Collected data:
___
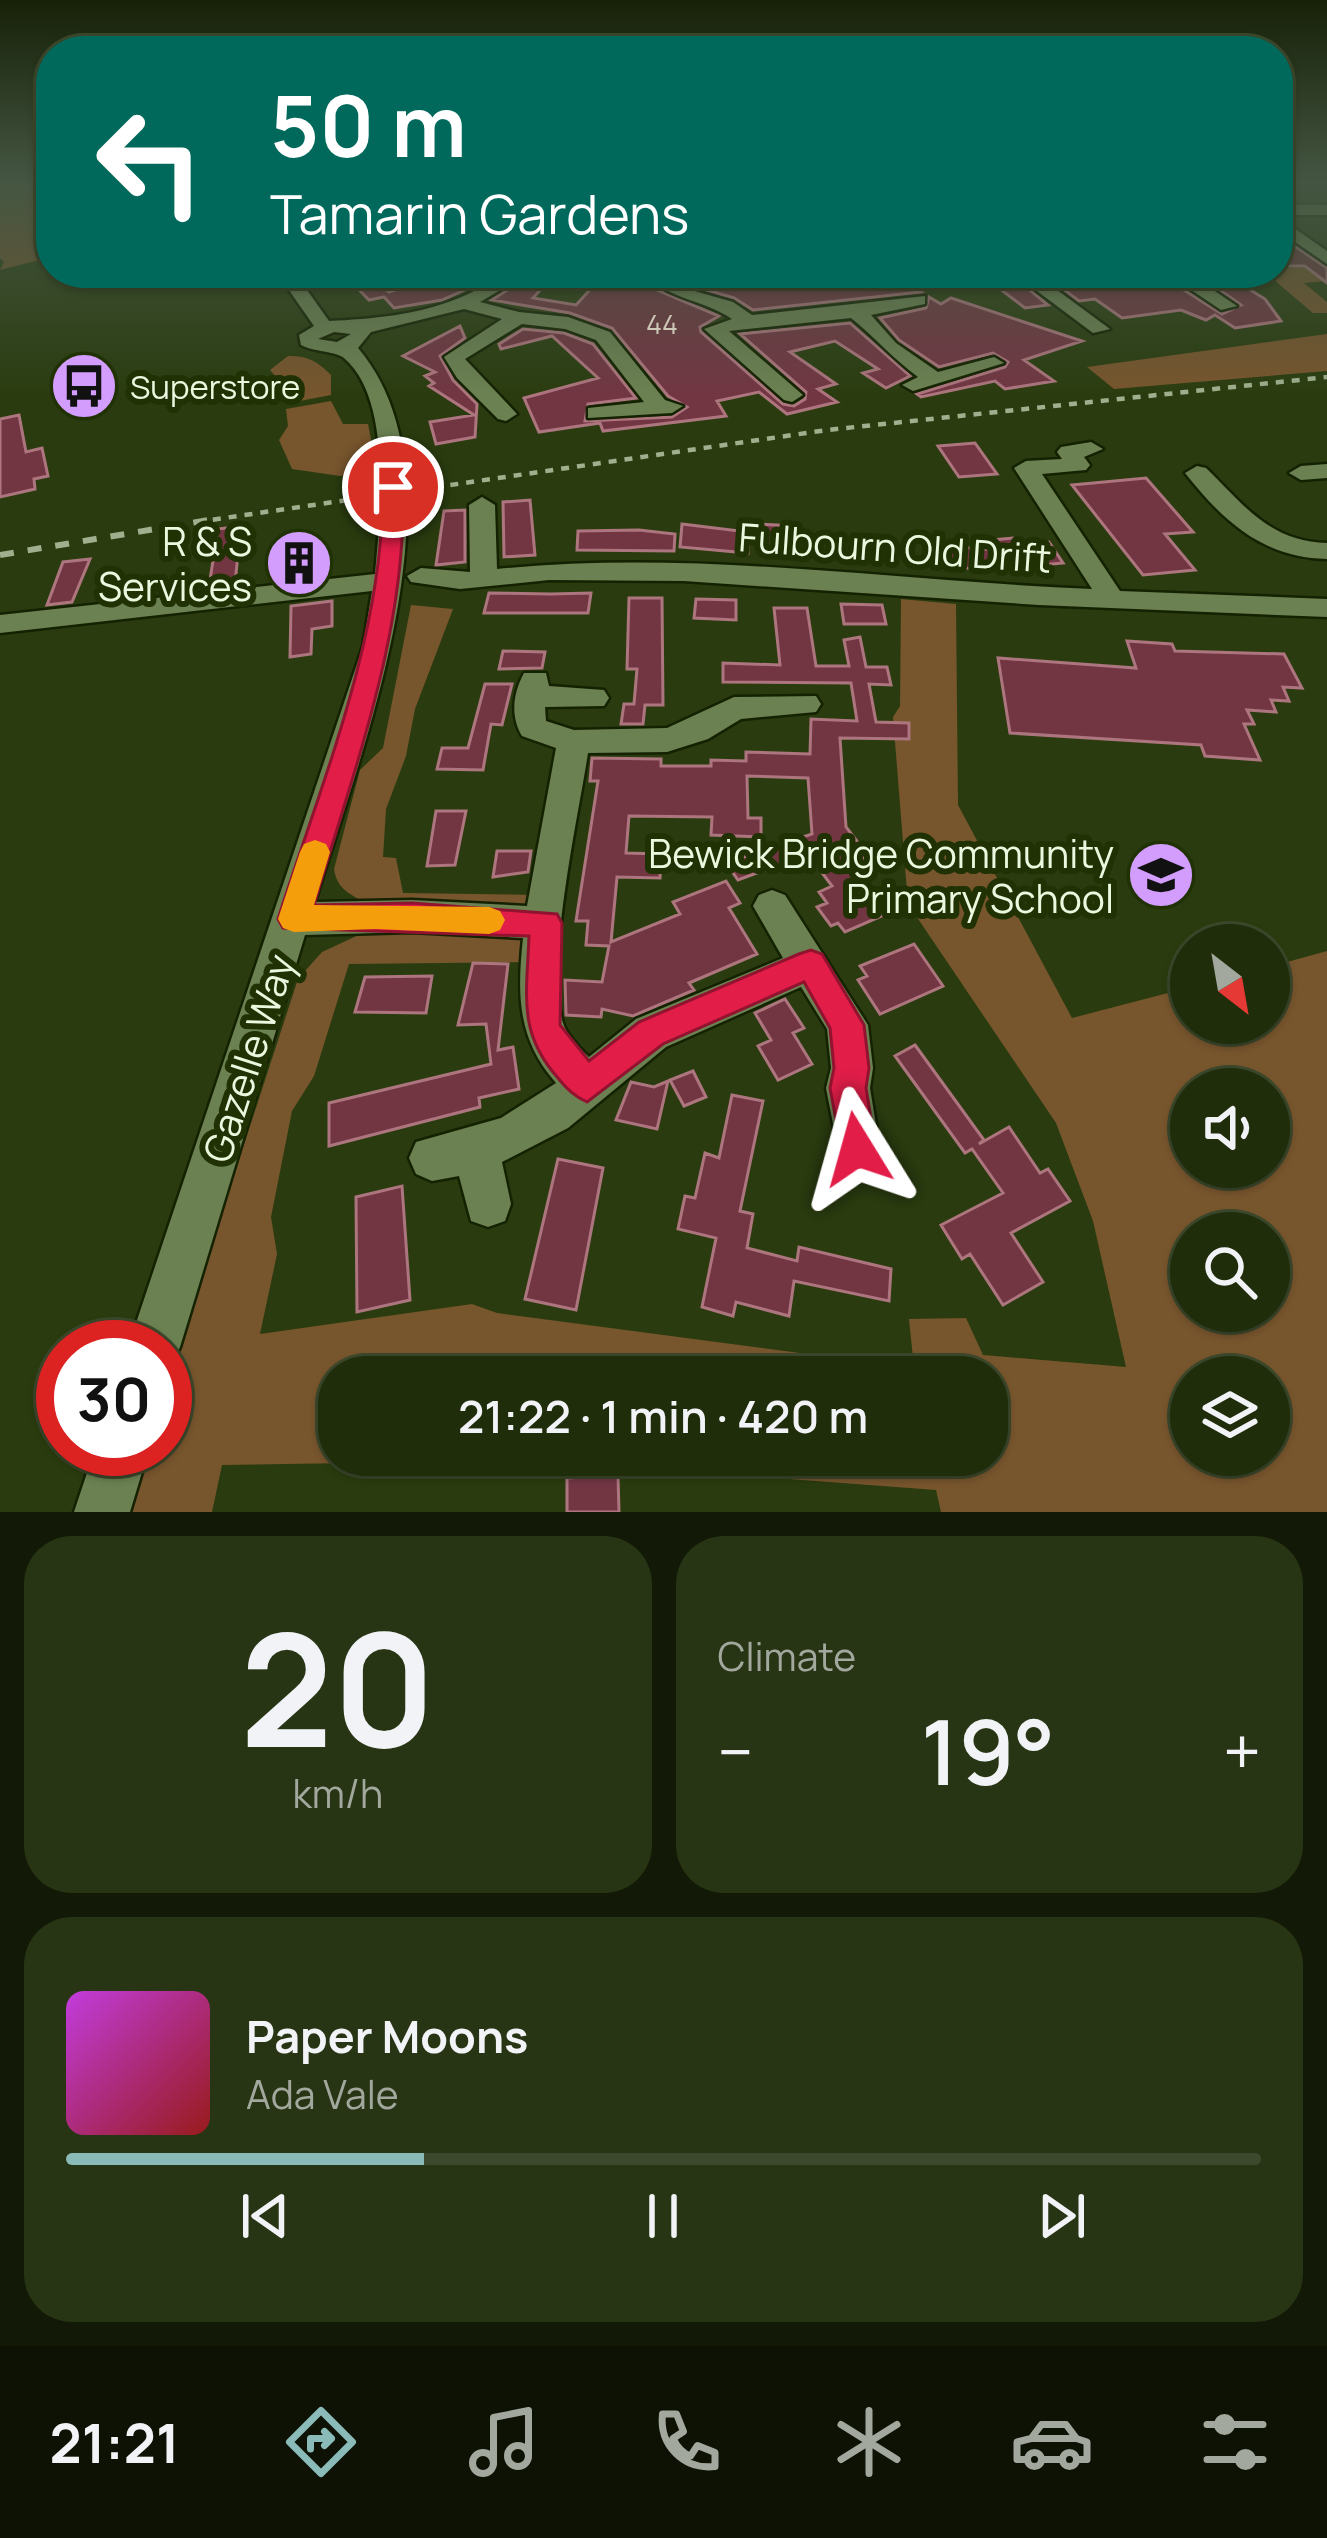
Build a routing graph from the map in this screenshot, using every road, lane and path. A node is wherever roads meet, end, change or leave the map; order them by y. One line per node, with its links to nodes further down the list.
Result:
1 (297, 288): 13 (street, Gazelle Way)
2 (491, 288): 7 (street)
3 (672, 288): 11 (street)
4 (1043, 288): 12 (street)
5 (1199, 288): 8 (street)
6 (924, 299): 9 (street)
7 (464, 302): 10 (street); 13 (street)
8 (1228, 306)
9 (855, 312): 11 (street); 15 (street)
10 (518, 318): 18 (street); 19 (street)
11 (748, 320): 17 (street)
12 (1100, 329)
13 (352, 338): 26 (street, Gazelle Way)
14 (1019, 368): 15 (street)
15 (935, 379): 16 (street)
16 (911, 386)
17 (820, 393)
18 (596, 413)
19 (506, 414)
20 (1091, 449): 28 (street)
21 (1327, 471): 23 (street)
22 (1197, 473): 25 (street)
23 (1300, 473)
24 (488, 523): 27 (street)
25 (1327, 550)
26 (405, 579): 27 (street, Fulbourn Old Drift); 30 (street, Fulbourn Old Drift); 35 (street, Gazelle Way)
27 (465, 584): 28 (street, Fulbourn Old Drift)
28 (1112, 598): 29 (street, Fulbourn Old Drift)
29 (1327, 608)
30 (0, 624)
31 (593, 698): 33 (street)
32 (785, 716): 33 (street)
33 (573, 742): 36 (street)
34 (772, 906): 37 (street)
35 (294, 919): 36 (street); 41 (street, Gazelle Way)
36 (546, 923): 38 (street)
37 (811, 964): 38 (street); 39 (street)
38 (587, 1084): 40 (street)
39 (857, 1149)
40 (488, 1204)
41 (163, 1320)
42 (113, 1476): 43 (street)
43 (102, 1512)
___
From the entries above, return each line with the word "Gazelle" in it.

1 (297, 288): 13 (street, Gazelle Way)
13 (352, 338): 26 (street, Gazelle Way)
26 (405, 579): 27 (street, Fulbourn Old Drift); 30 (street, Fulbourn Old Drift); 35 (street, Gazelle Way)
35 (294, 919): 36 (street); 41 (street, Gazelle Way)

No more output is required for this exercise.